Ji Pianran tenía miedo de que alguien pudiera ver su sonrojo.
Tartamudeó sus palabras y luego se levantó rápidamente, bajando la cabeza mientras caminaba hacia la cocina.
Gu Chen en este momento no tenía ni idea de lo que acababa de suceder, mirando desconcertado la figura de Ji Pianran alejándose.
¿No se suponía que las manzanas quitaban la sed?
¿Por qué se sentía aún más sedienta después de comerlas?
…
Li You’e y Tía Zhang habían pasado bastantes horas en la casa de Gu Chen.
Después de saborear manzanas y sentarse por poco más de diez minutos, viendo que ya había oscurecido completamente afuera, regresaron felizmente a casa.
Pequeña Tangtang era alguien que se animaba con la compañía, negándose a dormir cuando había gente alrededor.
Durante el día, solo para jugar un poco más con los adultos, insistió en no tomar su siesta.
Ahora que todos se habían ido, comenzó a bostezar, sus ojos apenas abiertos por la fatiga.
Caminó sin energía hacia Gu Chen, abrazando su pierna y arrullando dulcemente.
—Papá, Tangtang tiene sueño~
Viendo a su pequeña niña tan adorablemente suave y abrazable, Gu Chen no dijo una palabra y levantó a su hija para ir adentro.
Iba a contarle un cuento.
…
A la mañana siguiente, Ji Pianran se levantó antes del amanecer.
Primero echó un vistazo hacia la habitación de Gu Chen, vio que la luz aún estaba apagada, supuso que él no se había despertado todavía, se lavó apresuradamente y luego entró a la cocina.
Tenía la intención de preparar un desayuno sencillo.
Si el desayuno estuviera listo y Gu Chen aún no se hubiera levantado, podría simplemente llamarlo para despertarlo.
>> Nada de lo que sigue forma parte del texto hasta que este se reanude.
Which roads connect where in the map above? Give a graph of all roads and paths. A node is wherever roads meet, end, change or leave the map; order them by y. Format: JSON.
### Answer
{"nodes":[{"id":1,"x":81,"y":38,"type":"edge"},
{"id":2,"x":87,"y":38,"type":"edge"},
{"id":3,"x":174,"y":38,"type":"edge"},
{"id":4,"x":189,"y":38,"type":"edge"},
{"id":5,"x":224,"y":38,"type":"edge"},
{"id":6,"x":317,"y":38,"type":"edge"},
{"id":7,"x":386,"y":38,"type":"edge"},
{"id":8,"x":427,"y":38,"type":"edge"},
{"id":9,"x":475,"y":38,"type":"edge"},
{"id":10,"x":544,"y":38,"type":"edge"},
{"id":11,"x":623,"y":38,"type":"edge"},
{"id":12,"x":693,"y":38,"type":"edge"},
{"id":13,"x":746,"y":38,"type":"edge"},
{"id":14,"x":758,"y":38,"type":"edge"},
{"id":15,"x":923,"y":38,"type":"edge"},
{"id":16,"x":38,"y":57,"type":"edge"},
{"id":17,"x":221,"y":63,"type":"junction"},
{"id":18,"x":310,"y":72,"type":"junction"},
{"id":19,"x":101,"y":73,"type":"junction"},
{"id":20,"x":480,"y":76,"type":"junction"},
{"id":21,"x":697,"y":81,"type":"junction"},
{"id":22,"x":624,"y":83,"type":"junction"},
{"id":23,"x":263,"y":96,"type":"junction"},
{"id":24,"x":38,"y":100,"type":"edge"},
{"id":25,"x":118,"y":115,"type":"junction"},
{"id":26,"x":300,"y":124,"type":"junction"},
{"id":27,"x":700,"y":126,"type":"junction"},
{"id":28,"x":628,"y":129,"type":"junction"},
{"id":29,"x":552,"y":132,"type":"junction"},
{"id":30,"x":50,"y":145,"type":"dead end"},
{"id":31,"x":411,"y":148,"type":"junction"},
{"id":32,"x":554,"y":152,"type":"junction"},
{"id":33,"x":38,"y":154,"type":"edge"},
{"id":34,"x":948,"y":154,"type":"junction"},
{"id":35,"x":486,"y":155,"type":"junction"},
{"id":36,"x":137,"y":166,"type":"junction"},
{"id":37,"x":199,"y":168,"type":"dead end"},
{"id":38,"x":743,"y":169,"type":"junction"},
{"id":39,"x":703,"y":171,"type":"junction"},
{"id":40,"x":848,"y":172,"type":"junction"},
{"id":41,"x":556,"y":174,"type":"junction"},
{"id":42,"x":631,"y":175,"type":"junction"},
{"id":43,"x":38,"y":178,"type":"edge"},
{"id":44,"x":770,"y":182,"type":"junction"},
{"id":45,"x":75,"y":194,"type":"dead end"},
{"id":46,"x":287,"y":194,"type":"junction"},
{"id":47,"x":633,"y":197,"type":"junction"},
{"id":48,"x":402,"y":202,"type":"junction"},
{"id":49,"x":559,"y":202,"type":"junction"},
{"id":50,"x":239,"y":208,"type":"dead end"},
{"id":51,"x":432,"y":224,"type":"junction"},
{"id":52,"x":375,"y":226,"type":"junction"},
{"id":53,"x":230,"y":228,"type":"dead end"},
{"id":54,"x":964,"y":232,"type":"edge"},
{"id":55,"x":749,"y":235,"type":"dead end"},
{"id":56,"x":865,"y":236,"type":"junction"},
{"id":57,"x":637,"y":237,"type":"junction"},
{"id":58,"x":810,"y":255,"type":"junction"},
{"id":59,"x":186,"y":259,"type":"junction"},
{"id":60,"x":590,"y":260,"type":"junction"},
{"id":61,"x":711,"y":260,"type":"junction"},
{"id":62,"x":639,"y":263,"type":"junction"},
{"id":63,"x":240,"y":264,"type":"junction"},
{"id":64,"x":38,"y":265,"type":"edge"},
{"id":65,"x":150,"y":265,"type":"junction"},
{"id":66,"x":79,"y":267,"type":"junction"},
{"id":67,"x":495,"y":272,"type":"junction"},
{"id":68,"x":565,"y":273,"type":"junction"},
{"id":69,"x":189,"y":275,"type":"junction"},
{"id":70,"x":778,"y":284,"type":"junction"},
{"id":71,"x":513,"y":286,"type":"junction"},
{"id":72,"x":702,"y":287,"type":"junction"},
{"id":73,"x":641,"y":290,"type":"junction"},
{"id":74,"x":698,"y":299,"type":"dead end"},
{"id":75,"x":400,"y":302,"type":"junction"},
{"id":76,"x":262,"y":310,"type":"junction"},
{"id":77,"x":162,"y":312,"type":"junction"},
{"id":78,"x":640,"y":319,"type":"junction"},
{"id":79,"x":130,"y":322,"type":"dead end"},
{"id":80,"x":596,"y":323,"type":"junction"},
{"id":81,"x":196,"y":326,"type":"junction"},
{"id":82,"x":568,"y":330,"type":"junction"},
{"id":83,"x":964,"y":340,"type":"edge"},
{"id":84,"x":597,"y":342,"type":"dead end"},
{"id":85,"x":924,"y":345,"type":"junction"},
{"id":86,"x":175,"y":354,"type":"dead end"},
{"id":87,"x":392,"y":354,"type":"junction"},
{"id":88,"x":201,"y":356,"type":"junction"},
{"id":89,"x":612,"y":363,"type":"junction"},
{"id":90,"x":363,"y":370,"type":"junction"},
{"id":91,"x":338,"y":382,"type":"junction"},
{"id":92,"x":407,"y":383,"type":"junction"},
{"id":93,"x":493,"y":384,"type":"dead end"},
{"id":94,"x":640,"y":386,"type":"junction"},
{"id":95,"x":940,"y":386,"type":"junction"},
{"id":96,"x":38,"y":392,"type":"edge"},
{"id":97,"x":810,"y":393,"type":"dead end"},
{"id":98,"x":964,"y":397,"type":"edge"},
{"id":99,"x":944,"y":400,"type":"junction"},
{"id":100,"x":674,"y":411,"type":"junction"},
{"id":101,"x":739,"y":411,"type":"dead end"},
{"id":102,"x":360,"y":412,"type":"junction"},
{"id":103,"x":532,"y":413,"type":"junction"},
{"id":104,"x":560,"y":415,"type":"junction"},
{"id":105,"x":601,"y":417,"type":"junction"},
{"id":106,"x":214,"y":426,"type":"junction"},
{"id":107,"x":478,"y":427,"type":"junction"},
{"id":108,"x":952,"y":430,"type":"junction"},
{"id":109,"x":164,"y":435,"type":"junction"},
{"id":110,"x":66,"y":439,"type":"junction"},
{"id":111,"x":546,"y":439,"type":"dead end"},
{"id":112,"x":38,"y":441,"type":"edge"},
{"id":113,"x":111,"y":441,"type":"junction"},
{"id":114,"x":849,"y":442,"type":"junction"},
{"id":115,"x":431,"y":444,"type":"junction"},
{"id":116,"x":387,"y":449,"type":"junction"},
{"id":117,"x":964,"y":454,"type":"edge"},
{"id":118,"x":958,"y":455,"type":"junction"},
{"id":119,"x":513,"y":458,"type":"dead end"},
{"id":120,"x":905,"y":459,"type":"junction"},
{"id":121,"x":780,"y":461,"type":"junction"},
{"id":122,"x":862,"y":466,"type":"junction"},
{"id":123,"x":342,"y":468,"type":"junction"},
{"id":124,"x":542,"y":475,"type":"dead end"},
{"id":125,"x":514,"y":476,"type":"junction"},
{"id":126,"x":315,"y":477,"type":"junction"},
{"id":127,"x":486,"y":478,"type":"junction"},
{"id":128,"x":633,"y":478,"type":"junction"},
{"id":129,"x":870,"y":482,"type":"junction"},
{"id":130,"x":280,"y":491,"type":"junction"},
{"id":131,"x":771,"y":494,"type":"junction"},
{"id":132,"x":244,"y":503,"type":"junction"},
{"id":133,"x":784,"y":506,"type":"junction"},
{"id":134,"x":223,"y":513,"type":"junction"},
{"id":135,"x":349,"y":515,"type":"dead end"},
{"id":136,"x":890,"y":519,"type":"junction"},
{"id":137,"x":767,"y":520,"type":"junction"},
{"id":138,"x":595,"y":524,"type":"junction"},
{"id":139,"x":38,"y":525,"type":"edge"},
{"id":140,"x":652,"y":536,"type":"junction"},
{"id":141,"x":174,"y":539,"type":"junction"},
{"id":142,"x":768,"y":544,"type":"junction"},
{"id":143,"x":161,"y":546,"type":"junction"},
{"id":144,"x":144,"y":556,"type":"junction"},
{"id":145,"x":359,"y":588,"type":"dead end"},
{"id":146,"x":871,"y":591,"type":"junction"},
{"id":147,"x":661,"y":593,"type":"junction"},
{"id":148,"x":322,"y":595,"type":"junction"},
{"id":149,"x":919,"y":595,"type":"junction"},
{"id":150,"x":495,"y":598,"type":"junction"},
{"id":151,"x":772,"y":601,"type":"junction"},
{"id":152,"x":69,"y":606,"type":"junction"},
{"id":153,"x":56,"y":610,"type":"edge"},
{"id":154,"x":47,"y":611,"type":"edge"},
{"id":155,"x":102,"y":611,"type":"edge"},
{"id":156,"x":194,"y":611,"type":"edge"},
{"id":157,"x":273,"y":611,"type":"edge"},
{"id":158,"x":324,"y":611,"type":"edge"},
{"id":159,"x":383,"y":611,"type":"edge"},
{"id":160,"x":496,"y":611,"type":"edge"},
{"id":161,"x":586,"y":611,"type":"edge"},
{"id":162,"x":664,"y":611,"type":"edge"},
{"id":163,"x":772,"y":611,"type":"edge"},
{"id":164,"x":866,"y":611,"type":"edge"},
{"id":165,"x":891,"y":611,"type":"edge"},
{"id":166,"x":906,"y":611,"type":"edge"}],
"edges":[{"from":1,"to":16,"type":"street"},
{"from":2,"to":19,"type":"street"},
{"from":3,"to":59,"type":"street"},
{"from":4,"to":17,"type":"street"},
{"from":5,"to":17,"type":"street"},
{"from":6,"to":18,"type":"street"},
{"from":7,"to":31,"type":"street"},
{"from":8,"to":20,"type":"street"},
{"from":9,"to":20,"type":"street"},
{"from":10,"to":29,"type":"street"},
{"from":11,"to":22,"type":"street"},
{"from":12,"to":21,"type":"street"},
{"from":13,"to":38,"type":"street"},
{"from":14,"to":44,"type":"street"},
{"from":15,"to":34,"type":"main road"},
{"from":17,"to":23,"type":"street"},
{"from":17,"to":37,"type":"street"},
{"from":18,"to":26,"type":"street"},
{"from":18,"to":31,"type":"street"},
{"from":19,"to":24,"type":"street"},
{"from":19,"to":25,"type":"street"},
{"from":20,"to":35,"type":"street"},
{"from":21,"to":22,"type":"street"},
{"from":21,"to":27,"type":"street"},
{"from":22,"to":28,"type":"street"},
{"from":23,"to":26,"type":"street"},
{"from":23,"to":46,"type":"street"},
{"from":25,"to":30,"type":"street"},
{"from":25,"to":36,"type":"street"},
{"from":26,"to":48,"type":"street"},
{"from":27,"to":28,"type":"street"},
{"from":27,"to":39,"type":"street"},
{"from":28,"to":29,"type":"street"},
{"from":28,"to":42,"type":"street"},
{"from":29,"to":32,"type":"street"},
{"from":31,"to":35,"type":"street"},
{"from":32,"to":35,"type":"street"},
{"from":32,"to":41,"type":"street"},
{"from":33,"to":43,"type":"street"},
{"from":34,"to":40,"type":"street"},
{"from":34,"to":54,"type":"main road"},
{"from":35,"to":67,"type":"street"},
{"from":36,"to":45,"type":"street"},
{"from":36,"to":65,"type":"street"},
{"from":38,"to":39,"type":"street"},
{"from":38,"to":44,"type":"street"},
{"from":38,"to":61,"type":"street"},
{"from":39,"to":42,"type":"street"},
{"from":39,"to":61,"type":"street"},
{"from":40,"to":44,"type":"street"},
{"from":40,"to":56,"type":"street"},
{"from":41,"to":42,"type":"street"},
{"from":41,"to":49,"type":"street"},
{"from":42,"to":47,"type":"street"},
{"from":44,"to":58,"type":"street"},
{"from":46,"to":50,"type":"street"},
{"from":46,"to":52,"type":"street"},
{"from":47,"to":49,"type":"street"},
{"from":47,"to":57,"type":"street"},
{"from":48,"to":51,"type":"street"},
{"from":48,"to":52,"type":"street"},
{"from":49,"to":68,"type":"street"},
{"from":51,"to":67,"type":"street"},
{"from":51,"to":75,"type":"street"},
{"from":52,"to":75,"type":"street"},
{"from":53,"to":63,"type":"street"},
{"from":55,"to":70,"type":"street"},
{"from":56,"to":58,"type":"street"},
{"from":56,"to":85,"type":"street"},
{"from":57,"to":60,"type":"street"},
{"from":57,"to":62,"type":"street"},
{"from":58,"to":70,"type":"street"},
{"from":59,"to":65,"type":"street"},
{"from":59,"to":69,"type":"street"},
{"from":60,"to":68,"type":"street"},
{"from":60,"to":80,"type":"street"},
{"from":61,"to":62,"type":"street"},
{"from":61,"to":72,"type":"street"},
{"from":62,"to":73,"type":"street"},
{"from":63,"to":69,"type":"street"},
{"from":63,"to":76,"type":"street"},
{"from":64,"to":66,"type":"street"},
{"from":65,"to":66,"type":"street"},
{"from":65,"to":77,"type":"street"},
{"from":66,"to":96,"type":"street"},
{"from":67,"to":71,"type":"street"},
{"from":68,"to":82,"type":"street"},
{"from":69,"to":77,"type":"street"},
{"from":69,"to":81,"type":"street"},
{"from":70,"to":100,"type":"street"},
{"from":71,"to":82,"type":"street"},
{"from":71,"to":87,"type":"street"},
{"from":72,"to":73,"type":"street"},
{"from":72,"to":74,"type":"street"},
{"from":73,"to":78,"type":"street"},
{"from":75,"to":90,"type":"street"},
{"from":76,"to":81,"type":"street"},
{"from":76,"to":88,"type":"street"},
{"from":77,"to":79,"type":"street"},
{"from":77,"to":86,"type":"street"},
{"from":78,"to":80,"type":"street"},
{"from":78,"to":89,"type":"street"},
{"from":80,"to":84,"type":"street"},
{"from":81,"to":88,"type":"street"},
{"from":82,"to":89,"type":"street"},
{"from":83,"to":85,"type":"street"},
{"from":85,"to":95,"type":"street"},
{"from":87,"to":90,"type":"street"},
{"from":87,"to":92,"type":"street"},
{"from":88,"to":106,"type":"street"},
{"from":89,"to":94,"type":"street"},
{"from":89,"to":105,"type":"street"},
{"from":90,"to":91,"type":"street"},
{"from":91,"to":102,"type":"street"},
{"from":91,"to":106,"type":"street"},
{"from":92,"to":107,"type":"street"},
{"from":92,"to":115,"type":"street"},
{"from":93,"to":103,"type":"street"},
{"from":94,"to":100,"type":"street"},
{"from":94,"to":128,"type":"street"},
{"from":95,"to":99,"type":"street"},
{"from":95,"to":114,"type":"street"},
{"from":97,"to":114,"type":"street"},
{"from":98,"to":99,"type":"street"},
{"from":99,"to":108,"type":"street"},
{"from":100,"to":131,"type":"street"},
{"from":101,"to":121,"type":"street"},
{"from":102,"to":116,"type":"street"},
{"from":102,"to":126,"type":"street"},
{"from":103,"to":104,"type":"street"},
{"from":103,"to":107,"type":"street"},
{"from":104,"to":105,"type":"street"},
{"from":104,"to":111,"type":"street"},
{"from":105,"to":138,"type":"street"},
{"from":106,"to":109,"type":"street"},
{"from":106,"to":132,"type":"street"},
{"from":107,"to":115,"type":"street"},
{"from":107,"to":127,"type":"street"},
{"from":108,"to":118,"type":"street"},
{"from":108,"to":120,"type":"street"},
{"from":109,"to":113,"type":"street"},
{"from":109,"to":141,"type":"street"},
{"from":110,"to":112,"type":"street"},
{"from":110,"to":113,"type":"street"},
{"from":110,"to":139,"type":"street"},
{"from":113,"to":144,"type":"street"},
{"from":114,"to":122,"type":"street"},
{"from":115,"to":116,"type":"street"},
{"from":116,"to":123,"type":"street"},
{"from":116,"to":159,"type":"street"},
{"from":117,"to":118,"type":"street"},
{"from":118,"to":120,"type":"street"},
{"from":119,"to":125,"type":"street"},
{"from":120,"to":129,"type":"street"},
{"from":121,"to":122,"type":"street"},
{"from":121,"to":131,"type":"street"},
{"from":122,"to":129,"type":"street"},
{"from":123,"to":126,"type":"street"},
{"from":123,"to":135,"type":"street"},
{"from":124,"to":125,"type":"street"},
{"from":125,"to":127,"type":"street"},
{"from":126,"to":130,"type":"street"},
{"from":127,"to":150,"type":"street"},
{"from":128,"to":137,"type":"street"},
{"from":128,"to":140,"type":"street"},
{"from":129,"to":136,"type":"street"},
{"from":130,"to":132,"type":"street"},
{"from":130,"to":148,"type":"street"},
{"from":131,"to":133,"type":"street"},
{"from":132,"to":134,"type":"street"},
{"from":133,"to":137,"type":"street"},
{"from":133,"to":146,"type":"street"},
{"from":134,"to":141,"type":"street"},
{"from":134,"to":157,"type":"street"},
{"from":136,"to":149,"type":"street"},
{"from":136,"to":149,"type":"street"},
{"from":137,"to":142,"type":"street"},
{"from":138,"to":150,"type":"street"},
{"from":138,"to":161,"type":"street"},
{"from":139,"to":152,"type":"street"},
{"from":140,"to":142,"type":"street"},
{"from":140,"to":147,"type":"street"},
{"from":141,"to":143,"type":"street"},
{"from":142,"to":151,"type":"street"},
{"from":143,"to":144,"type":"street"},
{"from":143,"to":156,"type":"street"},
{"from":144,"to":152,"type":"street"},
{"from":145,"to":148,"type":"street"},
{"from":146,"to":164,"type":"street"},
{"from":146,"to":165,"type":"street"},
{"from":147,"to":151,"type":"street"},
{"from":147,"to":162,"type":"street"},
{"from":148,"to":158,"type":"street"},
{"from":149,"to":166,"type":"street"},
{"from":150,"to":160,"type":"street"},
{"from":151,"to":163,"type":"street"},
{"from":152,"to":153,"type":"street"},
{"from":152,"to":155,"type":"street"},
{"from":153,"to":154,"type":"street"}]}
Después de todo, hoy había un evento importante – ¡una reunión a la que asistir!
El jefe del pueblo les había notificado el día anterior sobre la reunión de esta mañana.
Especialmente porque el asunto estaba relacionado con su propia familia, era mejor llegar temprano que tarde.
Necesitaba mostrar su compromiso.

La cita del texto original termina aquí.